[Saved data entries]
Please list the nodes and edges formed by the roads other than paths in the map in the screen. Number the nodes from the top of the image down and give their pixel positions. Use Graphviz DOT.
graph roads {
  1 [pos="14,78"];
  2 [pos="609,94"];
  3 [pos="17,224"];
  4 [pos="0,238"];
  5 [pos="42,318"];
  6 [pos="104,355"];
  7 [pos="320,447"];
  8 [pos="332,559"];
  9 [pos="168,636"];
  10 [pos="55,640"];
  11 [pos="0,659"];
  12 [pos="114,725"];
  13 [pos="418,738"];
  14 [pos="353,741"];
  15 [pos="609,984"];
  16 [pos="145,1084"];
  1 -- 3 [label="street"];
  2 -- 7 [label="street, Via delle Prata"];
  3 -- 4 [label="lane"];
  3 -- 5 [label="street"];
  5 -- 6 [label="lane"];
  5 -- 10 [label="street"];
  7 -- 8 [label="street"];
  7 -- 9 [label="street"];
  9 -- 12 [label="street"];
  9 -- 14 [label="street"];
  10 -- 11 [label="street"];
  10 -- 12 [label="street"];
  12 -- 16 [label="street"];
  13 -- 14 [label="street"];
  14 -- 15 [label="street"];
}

:: Work item ::
Would you restate each of the entries word for word?

:: Result of this task ::
Please list the nodes and edges formed by the roads other than paths in the map in the screen. Number the nodes from the top of the image down and give their pixel positions. Use Graphviz DOT.
graph roads {
  1 [pos="14,78"];
  2 [pos="609,94"];
  3 [pos="17,224"];
  4 [pos="0,238"];
  5 [pos="42,318"];
  6 [pos="104,355"];
  7 [pos="320,447"];
  8 [pos="332,559"];
  9 [pos="168,636"];
  10 [pos="55,640"];
  11 [pos="0,659"];
  12 [pos="114,725"];
  13 [pos="418,738"];
  14 [pos="353,741"];
  15 [pos="609,984"];
  16 [pos="145,1084"];
  1 -- 3 [label="street"];
  2 -- 7 [label="street, Via delle Prata"];
  3 -- 4 [label="lane"];
  3 -- 5 [label="street"];
  5 -- 6 [label="lane"];
  5 -- 10 [label="street"];
  7 -- 8 [label="street"];
  7 -- 9 [label="street"];
  9 -- 12 [label="street"];
  9 -- 14 [label="street"];
  10 -- 11 [label="street"];
  10 -- 12 [label="street"];
  12 -- 16 [label="street"];
  13 -- 14 [label="street"];
  14 -- 15 [label="street"];
}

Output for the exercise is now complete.